What needs to be done>
The expected answer is a copy of every line in the listing that has the word "graph".
Data for the task section start
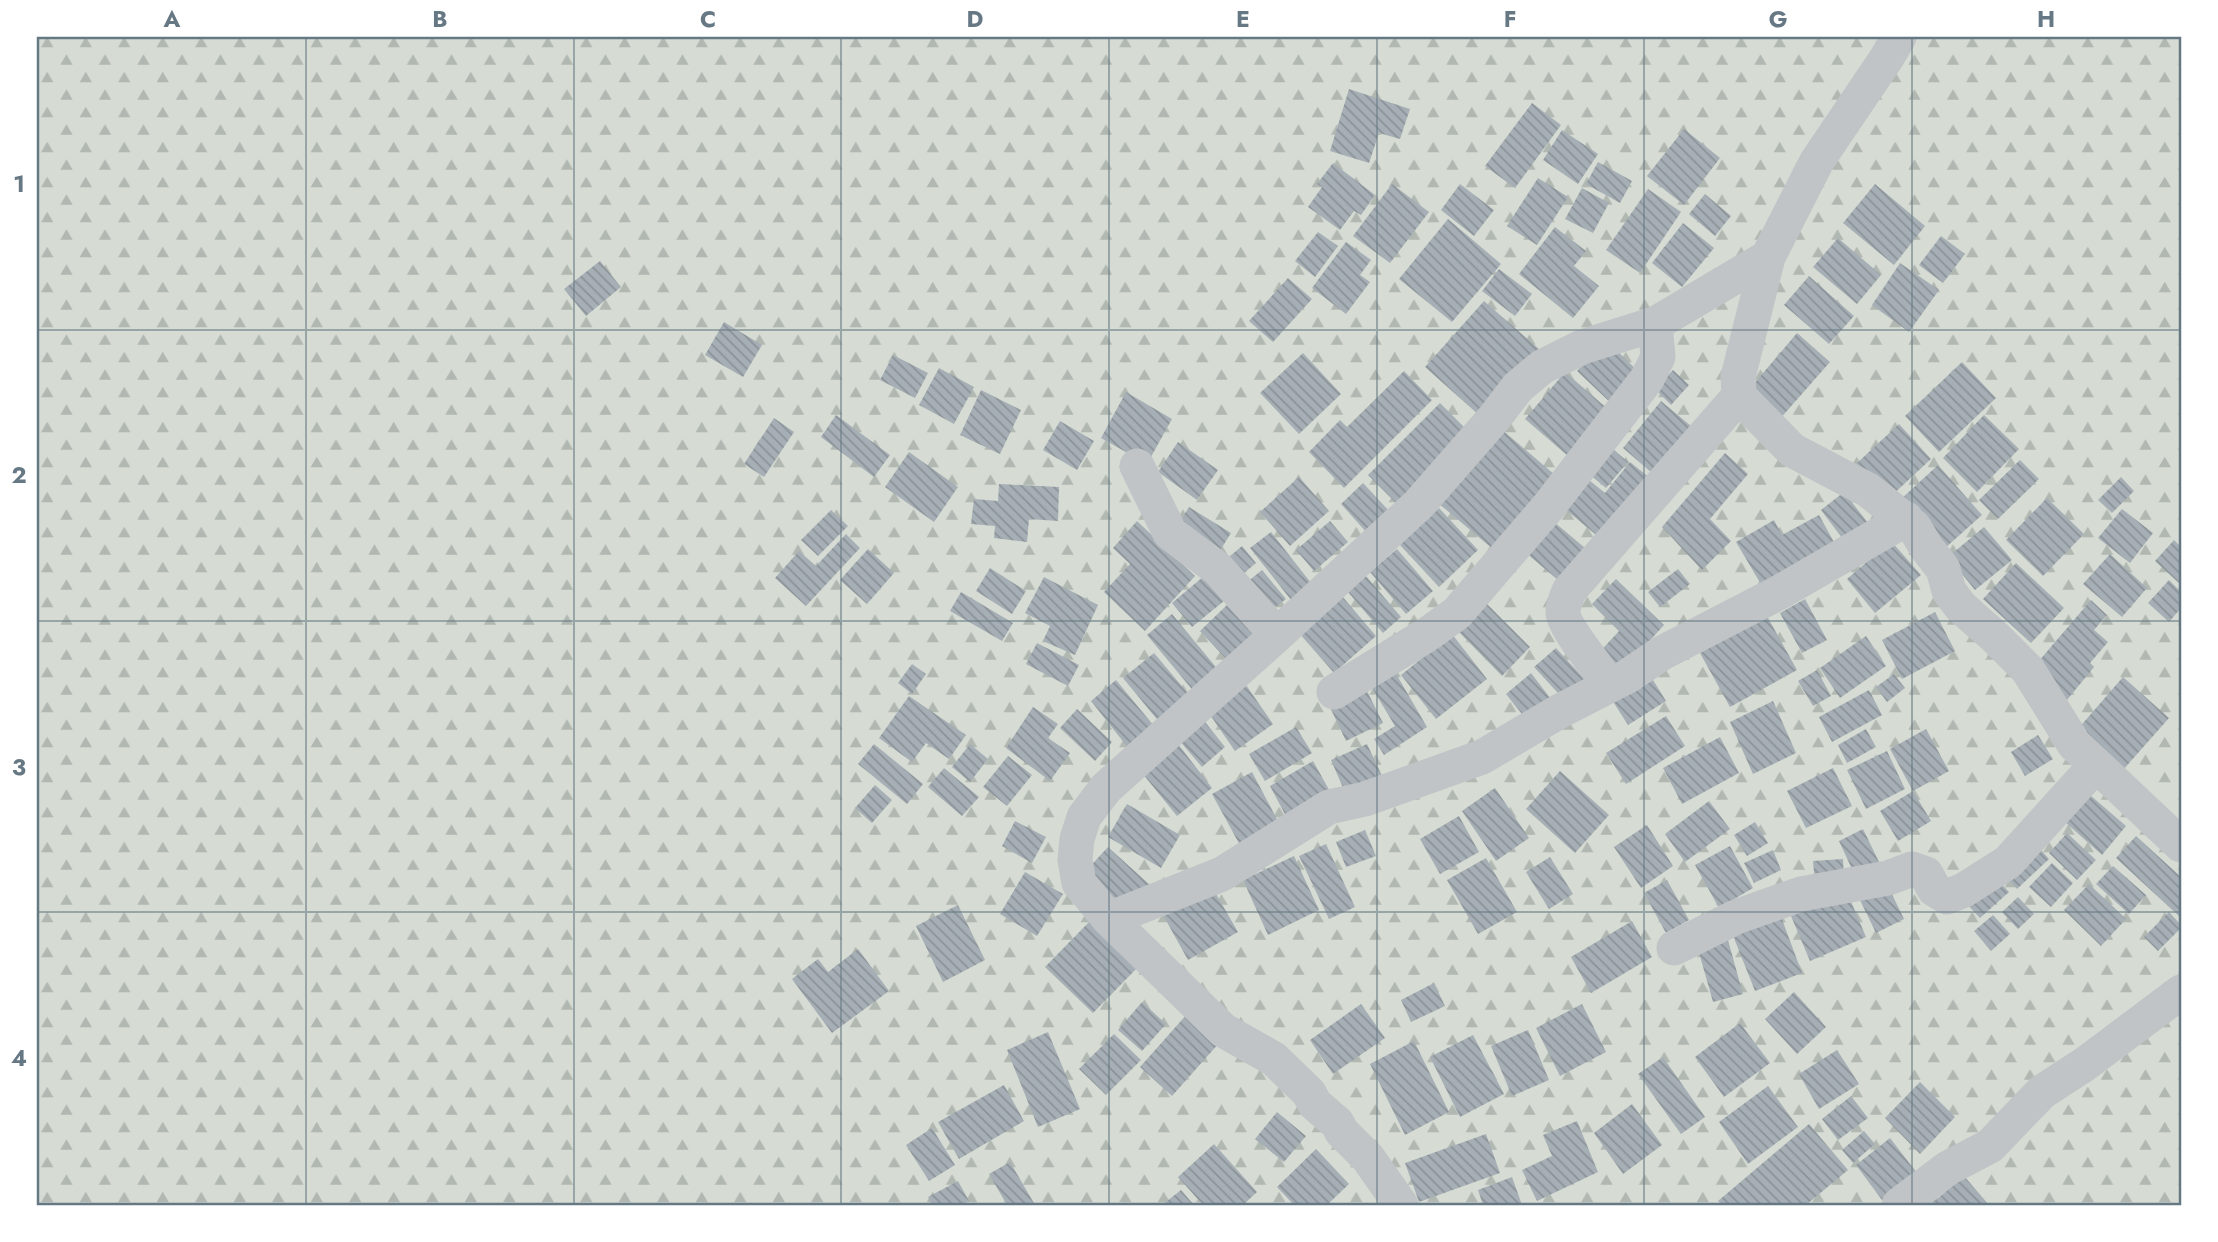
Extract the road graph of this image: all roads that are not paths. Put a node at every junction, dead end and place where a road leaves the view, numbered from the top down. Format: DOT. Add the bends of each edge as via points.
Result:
graph roads {
  1 [pos="1899,37"];
  2 [pos="1768,257"];
  3 [pos="1655,324"];
  4 [pos="1739,396"];
  5 [pos="1137,466"];
  6 [pos="1906,519"];
  7 [pos="1277,635"];
  8 [pos="1610,685"];
  9 [pos="1334,692"];
  10 [pos="2096,765"];
  11 [pos="2181,845"];
  12 [pos="1109,919"];
  13 [pos="1674,948"];
  14 [pos="2181,992"];
  15 [pos="1401,1205"];
  16 [pos="1899,1205"];
  1 -- 2 [label="street" via="1817,161"];
  2 -- 3 [label="street"];
  2 -- 4 [label="street" via="1738,377"];
  3 -- 7 [label="street" via="1582,347 1542,367 1518,387 1419,504"];
  3 -- 9 [label="street" via="1658,357 1647,379 1490,576 1448,620"];
  4 -- 6 [label="street" via="1792,450 1868,490"];
  4 -- 8 [label="street" via="1569,592 1563,611 1566,624"];
  5 -- 7 [label="street" via="1170,533 1219,569"];
  6 -- 8 [label="street"];
  6 -- 10 [label="street" via="1943,569 1949,591 1961,607 2028,670 2074,744"];
  7 -- 12 [label="street" via="1106,788 1084,817 1075,860 1079,883"];
  8 -- 12 [label="street" via="1482,757 1365,799 1329,807 1222,874"];
  10 -- 11 [label="street"];
  10 -- 13 [label="street" via="2008,862 1964,890 1947,897 1934,889 1926,874 1912,869 1888,878 1801,894 1736,917"];
  12 -- 15 [label="street" via="1223,1030 1275,1059 1368,1158"];
  14 -- 16 [label="street" via="2042,1092 1990,1146 1948,1168"];
}
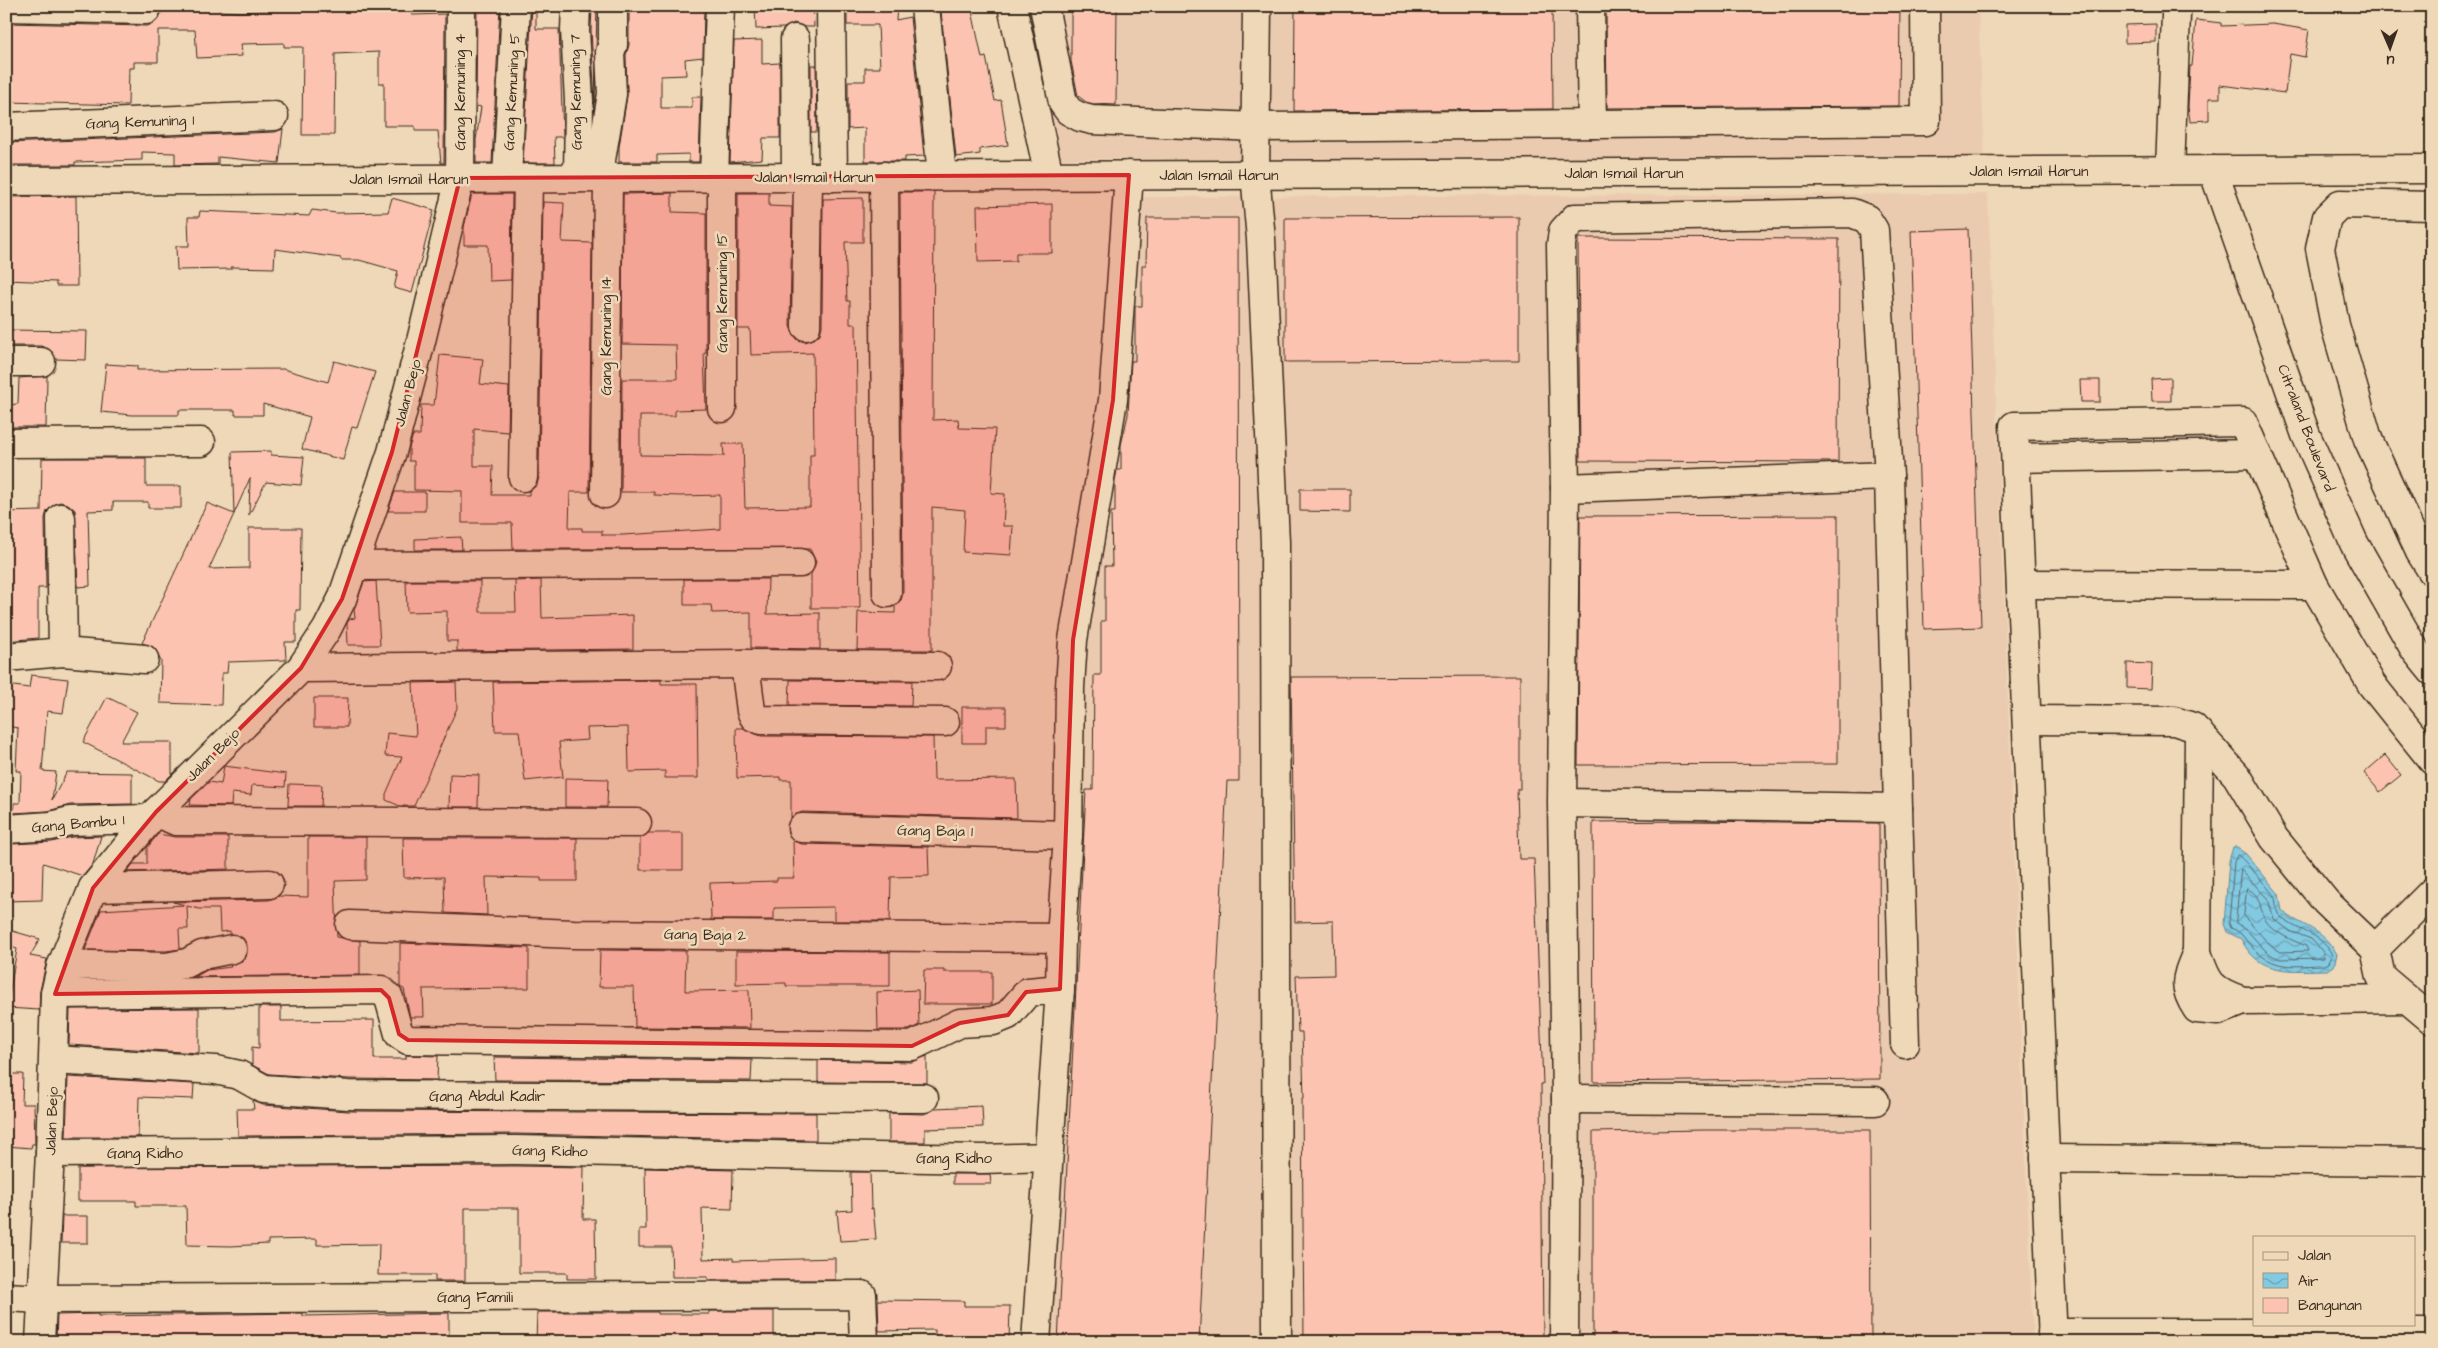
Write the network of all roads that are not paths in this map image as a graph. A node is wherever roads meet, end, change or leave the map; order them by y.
1 (461, 6) edge
2 (516, 6) edge
3 (576, 6) edge
4 (613, 6) edge
5 (720, 6) edge
6 (831, 6) edge
7 (924, 6) edge
8 (1012, 6) edge
9 (1044, 6) edge
10 (1257, 6) edge
11 (1590, 6) edge
12 (1926, 6) edge
13 (6, 8) edge
14 (146, 10) dead end
15 (2176, 15) dead end
16 (795, 39) dead end
17 (274, 116) dead end
18 (1592, 124) junction
19 (6, 127) edge
20 (1256, 127) junction
21 (2432, 169) edge
22 (2170, 170) junction
23 (2213, 170) junction
24 (1255, 174) junction
25 (942, 175) junction
26 (1129, 175) junction
27 (884, 176) junction
28 (1048, 176) junction
29 (718, 177) junction
30 (812, 177) junction
31 (460, 178) junction
32 (518, 178) junction
33 (595, 178) junction
34 (6, 181) edge
35 (2432, 206) edge
36 (806, 326) dead end
37 (6, 362) edge
38 (41, 362) dead end
39 (722, 408) dead end
40 (201, 442) dead end
41 (6, 443) edge
42 (1889, 476) junction
43 (523, 477) dead end
44 (1565, 488) junction
45 (605, 494) dead end
46 (60, 518) dead end
47 (800, 563) dead end
48 (354, 566) junction
49 (2432, 571) edge
50 (2021, 584) junction
51 (2314, 585) junction
52 (888, 593) dead end
53 (63, 652) junction
54 (6, 657) edge
55 (144, 659) dead end
56 (745, 664) junction
57 (938, 666) dead end
58 (301, 668) junction
59 (2432, 671) edge
60 (2027, 720) junction
61 (945, 722) dead end
62 (2199, 733) junction
63 (2432, 760) edge
64 (1562, 803) junction
65 (1898, 808) junction
66 (153, 815) junction
67 (637, 823) dead end
68 (802, 828) dead end
69 (6, 829) edge
70 (1068, 834) junction
71 (269, 884) dead end
72 (93, 888) junction
73 (2432, 892) edge
74 (350, 925) dead end
75 (1061, 938) junction
76 (2375, 949) junction
77 (232, 950) dead end
78 (61, 967) junction
79 (1043, 991) junction
80 (55, 994) junction
81 (2407, 999) junction
82 (2432, 1020) edge
83 (1905, 1044) dead end
84 (54, 1060) junction
85 (924, 1098) dead end
86 (1566, 1099) junction
87 (1874, 1101) dead end
88 (50, 1153) junction
89 (1027, 1157) junction
90 (2045, 1159) junction
91 (2432, 1162) edge
92 (6, 1297) edge
93 (42, 1299) junction
94 (2432, 1333) edge
95 (2053, 1337) edge
96 (2234, 1337) edge
97 (40, 1342) edge
98 (864, 1342) edge
99 (1036, 1342) edge
100 (1277, 1342) edge
101 (1564, 1342) edge

1 - 31 street, Gang Kemuning 4
2 - 32 street, Gang Kemuning 5
3 - 33 street, Gang Kemuning 7
4 - 33 street
5 - 29 street, Gang Kemuning 15
6 - 30 street
7 - 25 street
8 - 28 street
9 - 20 street
10 - 20 street
11 - 18 street
12 - 18 street
13 - 14 street
15 - 22 street
16 - 30 street
17 - 19 street, Gang Kemuning 1
18 - 20 street
20 - 24 street
21 - 23 street, Jalan Ismail Harun
22 - 23 street, Jalan Ismail Harun
22 - 24 street, Jalan Ismail Harun
23 - 59 street, Citraland Boulevard
24 - 26 street, Jalan Ismail Harun
24 - 100 street
25 - 27 street, Jalan Ismail Harun
25 - 28 street, Jalan Ismail Harun
26 - 28 street, Jalan Ismail Harun
26 - 70 street
27 - 30 street, Jalan Ismail Harun
27 - 52 street
29 - 30 street, Jalan Ismail Harun
29 - 33 street, Jalan Ismail Harun
29 - 39 street, Gang Kemuning 15
30 - 36 street
31 - 32 street, Jalan Ismail Harun
31 - 34 street, Jalan Ismail Harun
31 - 48 street, Jalan Bejo
32 - 33 street, Jalan Ismail Harun
32 - 43 street, Gang Kemuning 5
33 - 45 street, Gang Kemuning 14
35 - 49 street
37 - 38 street
40 - 41 street
42 - 44 street
42 - 44 street
42 - 65 street
44 - 64 street
46 - 53 street
47 - 48 street
48 - 58 street, Jalan Bejo
50 - 51 street
50 - 51 street
50 - 60 street
51 - 63 street
53 - 54 street
53 - 55 street
56 - 57 street
56 - 58 street
56 - 61 street
58 - 66 street, Jalan Bejo
60 - 62 street
60 - 90 street
62 - 76 street
62 - 81 street
64 - 65 street
64 - 86 street
65 - 83 street
66 - 67 street
66 - 69 street, Gang Bambu 1
66 - 72 street, Jalan Bejo
68 - 70 street, Gang Baja 1
70 - 75 street
71 - 72 street
72 - 78 street, Jalan Bejo
73 - 76 street
74 - 75 street, Gang Baja 2
75 - 79 street
76 - 81 street
77 - 78 street
78 - 80 street, Jalan Bejo
79 - 80 street
79 - 89 street
80 - 84 street, Jalan Bejo
81 - 82 street
84 - 85 street, Gang Abdul Kadir
84 - 88 street, Jalan Bejo
86 - 87 street
86 - 101 street
88 - 89 street, Gang Ridho
88 - 93 street, Jalan Bejo
89 - 99 street
90 - 91 street
90 - 95 street
92 - 93 street
93 - 97 street, Jalan Bejo
93 - 98 street, Gang Famili
94 - 96 street
95 - 96 street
Data for the task section end
Exercise response>
Extract the road graph of this image: all roads that are not paths. Put a node at every junction, dead end and place where a road leaves the view, numbered from the top down. Format: DOT. Add the bends of each edge as via points.
graph roads {
Write the network of all roads that are not paths in this map image as a graph. A node is wherever roads meet, end, change or leave the map; order them by y.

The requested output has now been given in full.